**YOUR INSTRUCTIONS:** The expected output is each line in the data below that includes the string "roads".
┏━━
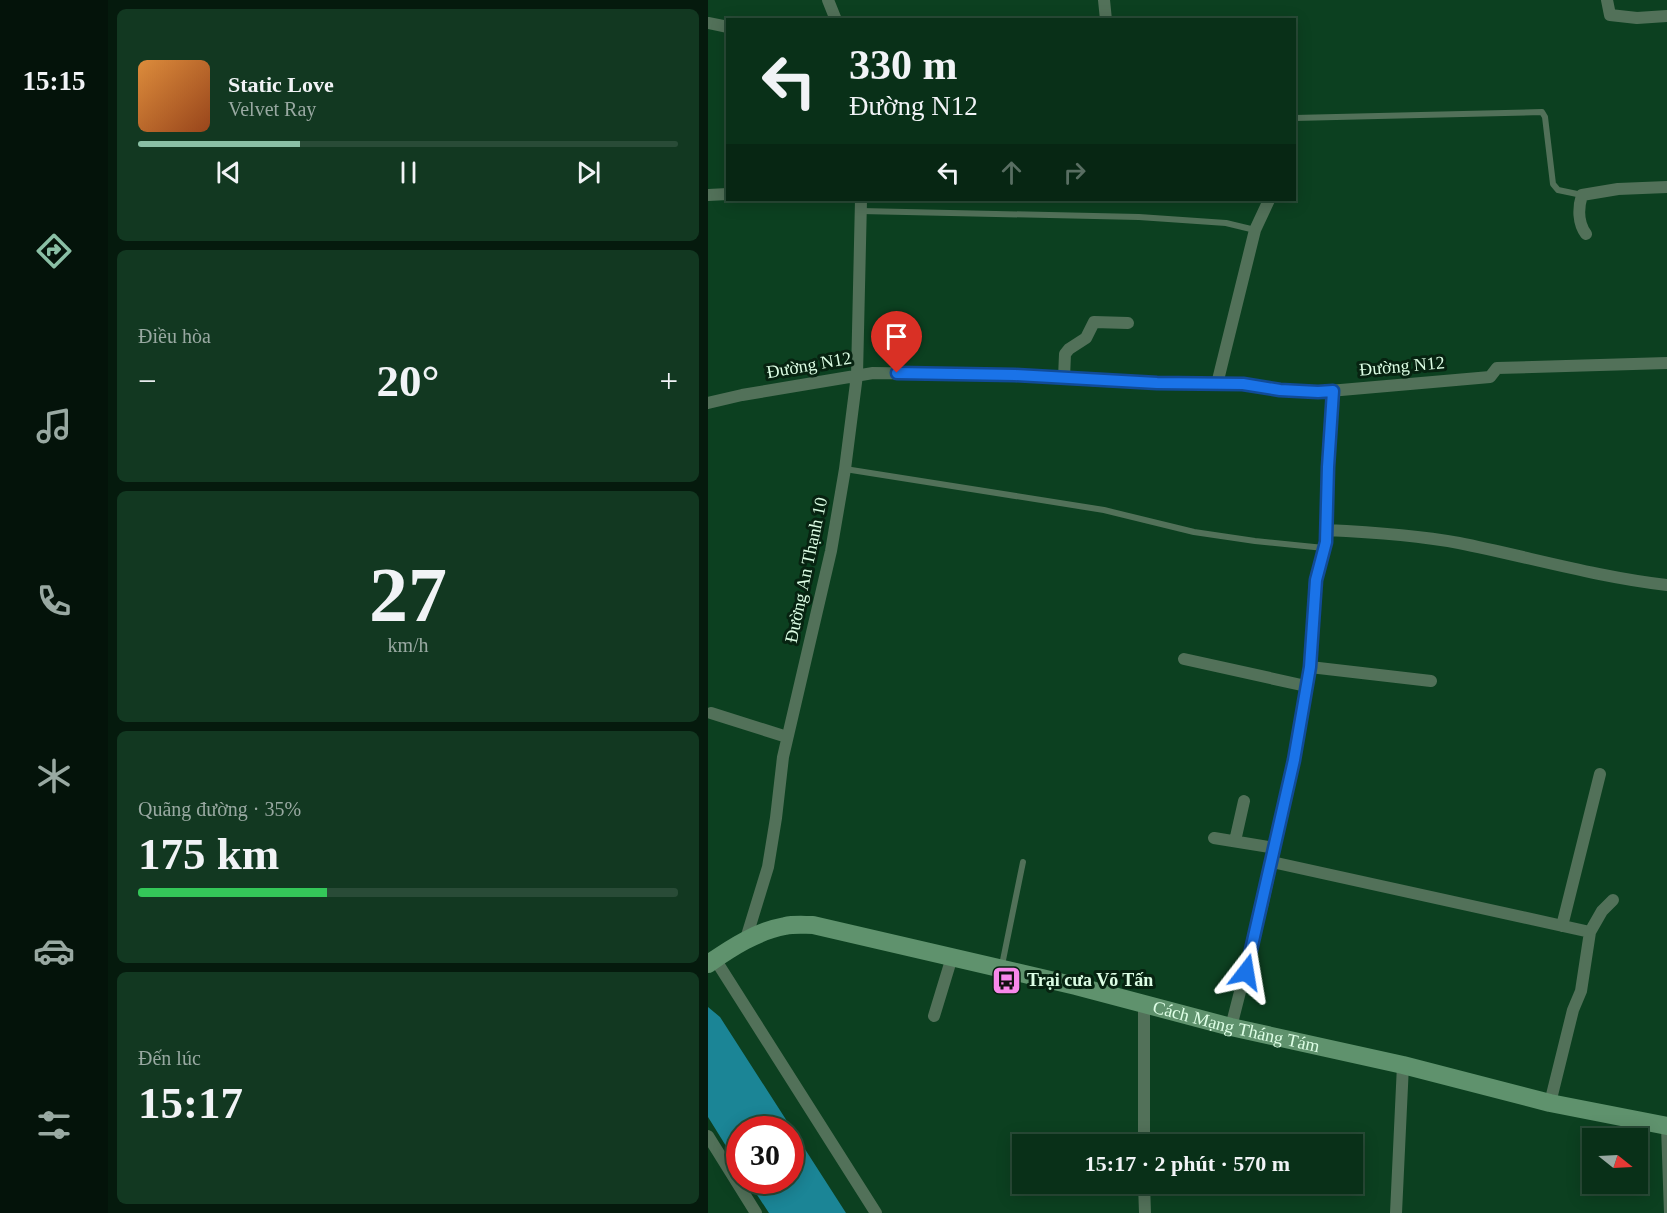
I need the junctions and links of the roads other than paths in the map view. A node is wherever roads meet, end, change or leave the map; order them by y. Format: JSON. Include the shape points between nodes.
{"nodes":[{"id":1,"x":828,"y":0,"type":"edge"},
{"id":2,"x":1104,"y":0,"type":"edge"},
{"id":3,"x":1607,"y":0,"type":"edge"},
{"id":4,"x":1667,"y":16,"type":"edge"},
{"id":5,"x":835,"y":18,"type":"edge"},
{"id":6,"x":1106,"y":18,"type":"edge"},
{"id":7,"x":708,"y":23,"type":"edge"},
{"id":8,"x":726,"y":27,"type":"edge"},
{"id":9,"x":1296,"y":118,"type":"edge"},
{"id":10,"x":1667,"y":187,"type":"edge"},
{"id":11,"x":726,"y":194,"type":"edge"},
{"id":12,"x":708,"y":195,"type":"edge"},
{"id":13,"x":1582,"y":195,"type":"junction"},
{"id":14,"x":1269,"y":201,"type":"edge"},
{"id":15,"x":861,"y":205,"type":"edge"},
{"id":16,"x":1255,"y":230,"type":"junction"},
{"id":17,"x":1586,"y":234,"type":"dead end"},
{"id":18,"x":1128,"y":322,"type":"dead end"},
{"id":19,"x":1667,"y":363,"type":"edge"},
{"id":20,"x":857,"y":375,"type":"junction"},
{"id":21,"x":1064,"y":378,"type":"junction"},
{"id":22,"x":1217,"y":384,"type":"junction"},
{"id":23,"x":1333,"y":391,"type":"junction"},
{"id":24,"x":708,"y":403,"type":"edge"},
{"id":25,"x":845,"y":469,"type":"junction"},
{"id":26,"x":1326,"y":530,"type":"junction"},
{"id":27,"x":1324,"y":548,"type":"junction"},
{"id":28,"x":1667,"y":585,"type":"edge"},
{"id":29,"x":1184,"y":659,"type":"dead end"},
{"id":30,"x":1310,"y":667,"type":"junction"},
{"id":31,"x":1431,"y":681,"type":"dead end"},
{"id":32,"x":1306,"y":686,"type":"junction"},
{"id":33,"x":711,"y":713,"type":"dead end"},
{"id":34,"x":787,"y":737,"type":"junction"},
{"id":35,"x":1600,"y":774,"type":"dead end"},
{"id":36,"x":1244,"y":801,"type":"dead end"},
{"id":37,"x":1214,"y":838,"type":"dead end"},
{"id":38,"x":1235,"y":842,"type":"junction"},
{"id":39,"x":1275,"y":848,"type":"junction"},
{"id":40,"x":1023,"y":862,"type":"dead end"},
{"id":41,"x":1272,"y":862,"type":"junction"},
{"id":42,"x":1613,"y":900,"type":"dead end"},
{"id":43,"x":1562,"y":926,"type":"junction"},
{"id":44,"x":1590,"y":932,"type":"junction"},
{"id":45,"x":745,"y":942,"type":"junction"},
{"id":46,"x":952,"y":957,"type":"junction"},
{"id":47,"x":712,"y":961,"type":"edge"},
{"id":48,"x":1002,"y":969,"type":"junction"},
{"id":49,"x":1144,"y":1003,"type":"junction"},
{"id":50,"x":934,"y":1016,"type":"dead end"},
{"id":51,"x":1231,"y":1027,"type":"junction"},
{"id":52,"x":1403,"y":1065,"type":"junction"},
{"id":53,"x":1550,"y":1102,"type":"junction"},
{"id":54,"x":1665,"y":1126,"type":"edge"},
{"id":55,"x":1144,"y":1134,"type":"edge"},
{"id":56,"x":708,"y":1136,"type":"edge"},
{"id":57,"x":1144,"y":1194,"type":"edge"},
{"id":58,"x":756,"y":1213,"type":"edge"},
{"id":59,"x":876,"y":1213,"type":"edge"},
{"id":60,"x":1145,"y":1213,"type":"edge"},
{"id":61,"x":1396,"y":1213,"type":"edge"},
{"id":62,"x":1666,"y":1213,"type":"edge"}],
"edges":[{"from":1,"to":5,"type":"street"},
{"from":2,"to":6,"type":"street"},
{"from":3,"to":4,"type":"street","via":[[1610,15]]},
{"from":7,"to":8,"type":"street"},
{"from":9,"to":13,"type":"lane","via":[[1542,112],[1553,184],[1557,190]]},
{"from":10,"to":13,"type":"street"},
{"from":11,"to":12,"type":"street"},
{"from":13,"to":17,"type":"street","via":[[1578,208]]},
{"from":14,"to":16,"type":"street"},
{"from":15,"to":16,"type":"lane","via":[[1139,217],[1226,223]]},
{"from":15,"to":20,"type":"street","name":"Đường An Thạnh 10"},
{"from":16,"to":22,"type":"street"},
{"from":18,"to":21,"type":"street","via":[[1094,322],[1086,338],[1065,354]]},
{"from":19,"to":23,"type":"street","name":"Đường N12","via":[[1497,368],[1490,377]]},
{"from":20,"to":21,"type":"street","name":"Đường N12"},
{"from":20,"to":24,"type":"street","name":"Đường N12"},
{"from":20,"to":25,"type":"street","name":"Đường An Thạnh 10"},
{"from":21,"to":22,"type":"street","name":"Đường N12"},
{"from":22,"to":23,"type":"street","name":"Đường N12"},
{"from":23,"to":26,"type":"street"},
{"from":25,"to":27,"type":"lane","via":[[1104,510],[1194,532]]},
{"from":25,"to":34,"type":"street","name":"Đường An Thạnh 10","via":[[831,551]]},
{"from":26,"to":27,"type":"street"},
{"from":26,"to":28,"type":"street","via":[[1457,543],[1610,577]]},
{"from":27,"to":30,"type":"street","via":[[1316,580]]},
{"from":29,"to":32,"type":"street"},
{"from":30,"to":31,"type":"street"},
{"from":30,"to":32,"type":"street"},
{"from":32,"to":39,"type":"street"},
{"from":33,"to":34,"type":"street"},
{"from":34,"to":45,"type":"street","name":"Đường An Thạnh 10","via":[[768,867]]},
{"from":35,"to":43,"type":"street"},
{"from":36,"to":38,"type":"street"},
{"from":37,"to":38,"type":"street"},
{"from":38,"to":39,"type":"street"},
{"from":39,"to":41,"type":"street"},
{"from":40,"to":48,"type":"lane"},
{"from":41,"to":43,"type":"street"},
{"from":41,"to":51,"type":"street"},
{"from":42,"to":44,"type":"street"},
{"from":43,"to":44,"type":"street"},
{"from":44,"to":53,"type":"street","via":[[1581,991]]},
{"from":45,"to":46,"type":"main road","name":"Cách Mạng Tháng Tám","via":[[786,926],[813,925]]},
{"from":45,"to":47,"type":"main road","name":"Cách Mạng Tháng Tám"},
{"from":46,"to":48,"type":"main road","name":"Cách Mạng Tháng Tám"},
{"from":46,"to":50,"type":"street"},
{"from":47,"to":59,"type":"street"},
{"from":48,"to":49,"type":"main road","name":"Cách Mạng Tháng Tám"},
{"from":49,"to":51,"type":"main road","name":"Cách Mạng Tháng Tám"},
{"from":49,"to":55,"type":"street"},
{"from":51,"to":52,"type":"main road","name":"Cách Mạng Tháng Tám"},
{"from":52,"to":53,"type":"main road","name":"Cách Mạng Tháng Tám"},
{"from":52,"to":61,"type":"street"},
{"from":53,"to":54,"type":"main road","name":"Cách Mạng Tháng Tám"},
{"from":54,"to":62,"type":"lane"},
{"from":56,"to":58,"type":"street"},
{"from":57,"to":60,"type":"street"}]}
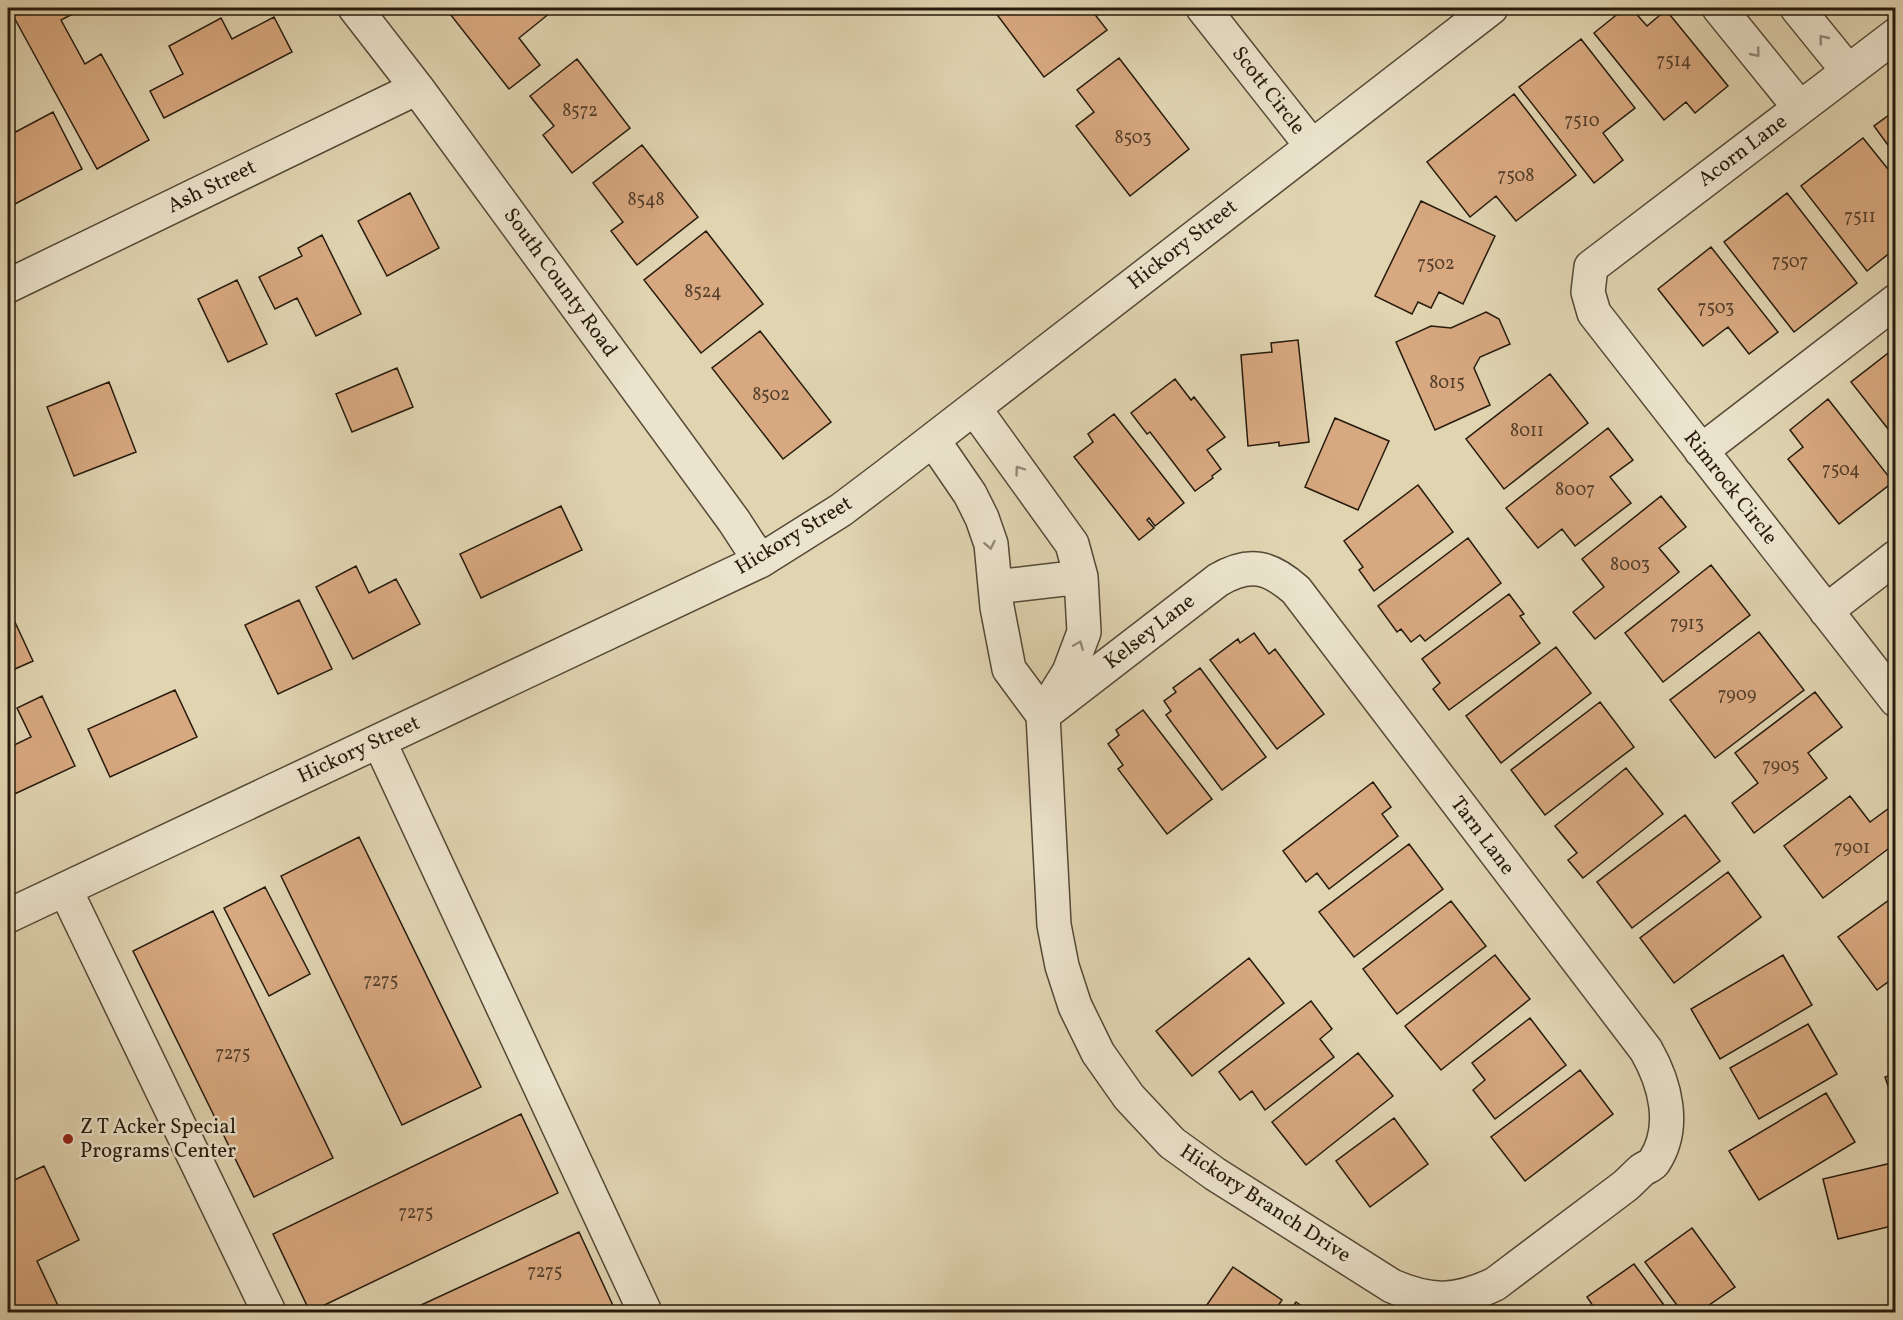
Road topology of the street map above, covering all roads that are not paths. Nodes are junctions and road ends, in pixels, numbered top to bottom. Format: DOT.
graph roads {
  1 [pos="355,8"];
  2 [pos="1203,8"];
  3 [pos="1491,8"];
  4 [pos="1719,8"];
  5 [pos="1797,8"];
  6 [pos="1896,35"];
  7 [pos="1848,71"];
  8 [pos="417,88"];
  9 [pos="1800,108"];
  10 [pos="1311,146"];
  11 [pos="1591,267"];
  12 [pos="8,286"];
  13 [pos="1896,301"];
  14 [pos="974,408"];
  15 [pos="933,440"];
  16 [pos="1701,451"];
  17 [pos="1896,557"];
  18 [pos="760,561"];
  19 [pos="1265,570"];
  20 [pos="1081,576"];
  21 [pos="995,587"];
  22 [pos="1826,611"];
  23 [pos="1896,700"];
  24 [pos="1043,715"];
  25 [pos="380,741"];
  26 [pos="64,890"];
  27 [pos="8,916"];
  28 [pos="1666,1121"];
  29 [pos="269,1312"];
  30 [pos="645,1312"];
  1 -- 8 [label="street, South County Road"];
  2 -- 10 [label="street, Scott Circle"];
  3 -- 10 [label="street, Hickory Street"];
  4 -- 9 [label="street, one-way"];
  7 -- 5 [label="street, one-way"];
  6 -- 7 [label="street, Acorn Lane"];
  7 -- 9 [label="street, Acorn Lane"];
  8 -- 12 [label="street, Ash Street"];
  8 -- 18 [label="street, South County Road"];
  9 -- 11 [label="street, Acorn Lane"];
  10 -- 14 [label="street, Hickory Street"];
  11 -- 16 [label="street, Rimrock Circle"];
  13 -- 16 [label="street"];
  14 -- 15 [label="street, Hickory Street"];
  20 -- 14 [label="street, one-way"];
  15 -- 18 [label="street, Hickory Street"];
  15 -- 21 [label="street, one-way"];
  16 -- 22 [label="street, Rimrock Circle"];
  17 -- 22 [label="street"];
  18 -- 25 [label="street, Hickory Street"];
  19 -- 24 [label="street, Kelsey Lane"];
  19 -- 28 [label="street, Tarn Lane"];
  20 -- 21 [label="street"];
  24 -- 20 [label="street, one-way"];
  21 -- 24 [label="street"];
  22 -- 23 [label="street, Rimrock Circle"];
  24 -- 28 [label="street, Hickory Branch Drive"];
  25 -- 26 [label="street, Hickory Street"];
  25 -- 30 [label="street"];
  26 -- 27 [label="street, Hickory Street"];
  26 -- 29 [label="street"];
}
┗━━
**ANSWER TO THE EXERCISE:**
I need the junctions and links of the roads other than paths in the map view. A node is wherever roads meet, end, change or leave the map; order them by y. Format: JSON. Include the shape points between nodes.
Road topology of the street map above, covering all roads that are not paths. Nodes are junctions and road ends, in pixels, numbered top to bottom. Format: DOT.
graph roads {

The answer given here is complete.